Rebel Island (Tres Navarre #7)(35)
Her imitation was so good it made my heart sore. “That’s irreverent.”
“Ralph was irreverent. He was also right about a lot of things.”
I pulled myself up next to Maia as best I could without jostling her. I kissed her forehead. If I didn’t look down, I could almost imagine that she wasn’t pregnant. Like old times—before everything changed.
Ralph’s death and my decision to marry Maia were not as simple as cause and effect. But they were connected emotionally. We both knew that. They resonated from the same terrible winter week.
“I miss him,” I said.
Maia’s breath was sweet and warm. Our forearms touched. The storm outside wailed steadily. I felt my eyes closing.
“Try to sleep,” Maia told me. “You need the rest.”
“Wake me up in an hour?”
“I will.”
I drifted off, imagining Ralph Arguello grinning above me, telling me I was a pretty sorry piece of work.
In my dream, I was sitting on the back deck of Peter Brazos’s house in Port Aransas. It was nighttime, New Year’s Eve. Lights from the houses across the channel reflected like oil fire on the black water. On the edge of Brazos’s dock, a little candy skull glittered.
Peter had his computer in his lap, a vodka Collins in his hand. He was talking to me casually, telling me about his case against the drug cartel.
I wanted to warn him. I knew his house would explode any minute, but my dream self felt it would be rude to interrupt.
“It’s all about emotional leverage,” he told me. “What do they fear worse than their bosses? What makes them crumble inside? Find that, and they’ll tell you what you want. They’ll testify to anything.”
Peter had dark glittering eyes like the little skull on his dock. His skin was pale in the moonlight.
When he lifted his glass to his lips, I said, “Shouldn’t you get your family out of the house?”
He glanced behind him. “Too late,” he said sadly. “You can’t control everything.”
Then I noticed the building behind us wasn’t Brazos’s house. It was the Rebel Island Hotel. And as the windows flared red, I realized that it wasn’t Brazos’s family in there. It was Garrett and Maia.
“Here’s to leverage.” Peter Brazos lifted his glass to the flames. “Happy New Year, Tres.”
“Tres.” Maia was shaking my shoulder. “Tres, I can’t get up. You need to get it.”
Someone was banging on the door. “Navarro!”
I had no idea how long I’d been out. My eyes still burned from the fire in my dream. I stumbled out of bed and opened the door.
Chase was standing there, looking like the ghost of keg parties past. “We went for ice.”
I blinked. “Chase, as direly important as that information is, why did you wake me up?”
“We found him.” His voice cracked with emotion. “I think you’d better come see.”
20
Jose heard yelling from the floor below.
“It’s in the kitchen,” Imelda said.
“Yes,” he said. “We will stay here.”
She bolted for the door, but he caught her arm. “It can wait, Imelda. We have enough trouble.”
She slumped down miserably on a stack of folded sheets. The linen closet was almost the size of a guest room. In the illumination of his flashlight, the shelves of folded sheets and towels reminded Jose of mummies—small bodies wrapped in white. He’d seen things like that in Mayan villages, long ago, in the Mexican army. He didn’t like the memory coming back now.
“Señora Navarre asked for tea,” Imelda murmured. “I told her I would bring her some.”
“Will she give birth here?”
“I don’t know.” Imelda shivered. The twenty years they had been married, they had lived in only hot places, but Imelda was always cold. Jose told her it was because her heart was so warm. Back home in Nuevo Laredo, she once cared for a dove with a broken leg for a month before it finally died. She would cup moths in her hand and release them outdoors rather than kill them. And the children…the last day they had gone to school, she had buttoned their shirts and fussed with their hair and slipped iced oatmeal cookies into their lunch bags.
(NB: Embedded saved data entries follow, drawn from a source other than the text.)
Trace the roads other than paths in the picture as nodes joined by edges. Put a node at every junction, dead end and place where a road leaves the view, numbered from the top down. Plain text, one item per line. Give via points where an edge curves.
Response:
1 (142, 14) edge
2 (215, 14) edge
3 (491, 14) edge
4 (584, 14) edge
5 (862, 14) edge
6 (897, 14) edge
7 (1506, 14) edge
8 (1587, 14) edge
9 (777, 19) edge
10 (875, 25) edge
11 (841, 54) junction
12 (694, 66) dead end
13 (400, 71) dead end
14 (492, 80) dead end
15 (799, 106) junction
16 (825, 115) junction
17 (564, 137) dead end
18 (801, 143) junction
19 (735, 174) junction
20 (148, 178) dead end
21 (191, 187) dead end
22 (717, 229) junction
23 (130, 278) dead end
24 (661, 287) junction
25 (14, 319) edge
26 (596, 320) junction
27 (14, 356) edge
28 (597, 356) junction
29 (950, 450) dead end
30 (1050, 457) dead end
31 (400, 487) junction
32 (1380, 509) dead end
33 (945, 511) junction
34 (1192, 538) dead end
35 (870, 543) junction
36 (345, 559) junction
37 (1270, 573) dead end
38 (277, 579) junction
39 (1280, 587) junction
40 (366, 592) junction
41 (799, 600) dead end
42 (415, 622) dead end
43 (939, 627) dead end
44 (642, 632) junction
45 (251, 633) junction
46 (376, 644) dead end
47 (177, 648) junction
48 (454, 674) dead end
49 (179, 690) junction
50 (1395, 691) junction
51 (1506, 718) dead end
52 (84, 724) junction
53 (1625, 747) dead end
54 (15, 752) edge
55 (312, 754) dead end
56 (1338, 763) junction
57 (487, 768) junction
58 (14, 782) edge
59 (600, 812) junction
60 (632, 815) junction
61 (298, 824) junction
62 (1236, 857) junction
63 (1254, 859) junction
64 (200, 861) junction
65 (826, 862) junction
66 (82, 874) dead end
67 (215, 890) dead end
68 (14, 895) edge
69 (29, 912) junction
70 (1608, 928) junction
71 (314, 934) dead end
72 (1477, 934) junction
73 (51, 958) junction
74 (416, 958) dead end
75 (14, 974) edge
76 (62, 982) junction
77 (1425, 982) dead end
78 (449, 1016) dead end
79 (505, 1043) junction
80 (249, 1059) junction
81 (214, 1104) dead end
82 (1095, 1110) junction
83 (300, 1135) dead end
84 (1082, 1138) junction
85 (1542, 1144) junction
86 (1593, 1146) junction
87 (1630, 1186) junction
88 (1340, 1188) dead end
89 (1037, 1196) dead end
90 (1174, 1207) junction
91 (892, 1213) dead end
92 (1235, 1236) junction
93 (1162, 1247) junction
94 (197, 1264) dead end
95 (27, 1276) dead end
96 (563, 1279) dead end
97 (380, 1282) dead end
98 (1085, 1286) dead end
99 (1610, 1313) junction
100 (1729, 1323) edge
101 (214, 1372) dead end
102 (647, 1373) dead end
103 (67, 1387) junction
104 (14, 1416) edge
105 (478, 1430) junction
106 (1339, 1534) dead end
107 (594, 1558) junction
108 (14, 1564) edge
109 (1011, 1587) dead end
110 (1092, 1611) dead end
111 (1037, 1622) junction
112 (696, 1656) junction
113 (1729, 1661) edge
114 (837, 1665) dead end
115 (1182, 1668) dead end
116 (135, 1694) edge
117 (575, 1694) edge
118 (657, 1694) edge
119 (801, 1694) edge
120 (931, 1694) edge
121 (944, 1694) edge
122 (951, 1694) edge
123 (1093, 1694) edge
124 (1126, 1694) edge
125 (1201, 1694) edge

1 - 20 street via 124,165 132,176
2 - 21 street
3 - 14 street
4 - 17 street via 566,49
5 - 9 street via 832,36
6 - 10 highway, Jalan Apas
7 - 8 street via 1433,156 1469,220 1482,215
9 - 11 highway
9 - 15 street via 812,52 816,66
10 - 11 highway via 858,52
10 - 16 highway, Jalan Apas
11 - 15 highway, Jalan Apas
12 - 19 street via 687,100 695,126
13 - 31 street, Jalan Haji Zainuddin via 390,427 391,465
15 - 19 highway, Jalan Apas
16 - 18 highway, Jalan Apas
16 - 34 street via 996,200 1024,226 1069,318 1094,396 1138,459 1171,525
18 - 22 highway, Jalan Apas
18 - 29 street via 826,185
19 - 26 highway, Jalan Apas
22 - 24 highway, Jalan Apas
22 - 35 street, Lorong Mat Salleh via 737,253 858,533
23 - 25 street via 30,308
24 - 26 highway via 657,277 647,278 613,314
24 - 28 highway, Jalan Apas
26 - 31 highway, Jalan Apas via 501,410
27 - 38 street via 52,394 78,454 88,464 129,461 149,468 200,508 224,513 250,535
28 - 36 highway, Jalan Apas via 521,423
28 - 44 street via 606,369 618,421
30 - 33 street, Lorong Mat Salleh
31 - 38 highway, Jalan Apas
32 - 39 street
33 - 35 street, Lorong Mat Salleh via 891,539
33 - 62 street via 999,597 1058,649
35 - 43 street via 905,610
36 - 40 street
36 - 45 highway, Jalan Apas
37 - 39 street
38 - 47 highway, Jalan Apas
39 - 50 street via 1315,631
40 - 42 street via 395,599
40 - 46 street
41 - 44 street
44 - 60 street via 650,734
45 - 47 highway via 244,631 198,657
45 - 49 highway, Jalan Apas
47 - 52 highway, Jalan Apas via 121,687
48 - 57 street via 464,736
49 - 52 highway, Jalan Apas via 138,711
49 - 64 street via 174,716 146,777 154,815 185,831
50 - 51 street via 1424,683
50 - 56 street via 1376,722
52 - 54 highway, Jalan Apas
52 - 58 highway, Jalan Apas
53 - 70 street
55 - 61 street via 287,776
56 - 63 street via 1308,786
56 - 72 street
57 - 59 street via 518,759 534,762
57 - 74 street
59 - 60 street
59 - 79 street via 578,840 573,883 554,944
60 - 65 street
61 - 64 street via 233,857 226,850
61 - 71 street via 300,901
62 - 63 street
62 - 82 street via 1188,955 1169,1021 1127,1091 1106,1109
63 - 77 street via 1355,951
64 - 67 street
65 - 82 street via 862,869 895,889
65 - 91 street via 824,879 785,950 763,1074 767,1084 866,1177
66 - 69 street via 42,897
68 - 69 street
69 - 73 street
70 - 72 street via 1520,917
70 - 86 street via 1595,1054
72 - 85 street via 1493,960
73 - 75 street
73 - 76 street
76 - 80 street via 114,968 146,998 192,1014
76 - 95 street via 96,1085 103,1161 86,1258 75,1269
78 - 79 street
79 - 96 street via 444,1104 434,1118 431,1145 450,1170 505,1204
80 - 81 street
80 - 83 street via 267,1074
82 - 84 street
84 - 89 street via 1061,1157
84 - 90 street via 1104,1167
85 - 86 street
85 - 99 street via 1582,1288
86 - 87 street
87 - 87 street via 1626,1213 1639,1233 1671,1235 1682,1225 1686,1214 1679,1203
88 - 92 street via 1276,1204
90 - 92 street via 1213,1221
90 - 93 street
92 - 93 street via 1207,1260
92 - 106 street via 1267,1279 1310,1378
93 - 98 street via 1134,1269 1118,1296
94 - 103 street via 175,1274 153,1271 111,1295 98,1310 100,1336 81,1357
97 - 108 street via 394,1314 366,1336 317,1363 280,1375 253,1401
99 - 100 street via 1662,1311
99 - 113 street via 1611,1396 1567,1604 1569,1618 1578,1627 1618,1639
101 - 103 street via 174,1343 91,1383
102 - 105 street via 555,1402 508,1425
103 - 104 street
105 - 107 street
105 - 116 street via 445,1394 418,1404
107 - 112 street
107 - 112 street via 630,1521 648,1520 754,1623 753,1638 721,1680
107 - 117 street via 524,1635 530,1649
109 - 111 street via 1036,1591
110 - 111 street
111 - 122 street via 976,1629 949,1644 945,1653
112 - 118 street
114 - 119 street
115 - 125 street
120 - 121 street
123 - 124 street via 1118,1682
“Jose,” she said quietly. “We can’t—”
“Don’t say it,” he warned. “It’s your own fault.”
A tear traced her cheek. He didn’t like being harsh with her, but the truth was the truth. Imelda had brought them so much trouble. Her warm heart again. She would never understand that some broken birds would not heal. They would die whether you cared for them or not. It was no mercy to prolong the pain.
He knelt beside her and took her hands. “We will survive this, mi amor. The storm will pass over.”
She met his eyes, but he couldn’t tell if she believed him. It seemed cruel to him, that she had suffered with a husband like him. He was not worthy of her. He had known that since the day they first met, at the dance at Señor Guerrero’s ranch. They had talked under the orange trees and watched the stars. She had been beautiful in her white dress. She had seemed to him like an empty cup, waiting to be filled with his stories. She found him fascinating, rough, perhaps a bit scary. She thought she could change him, make him into a good man. She had never given up on that idea. And he had married her anyway, knowing he would only bring her pain.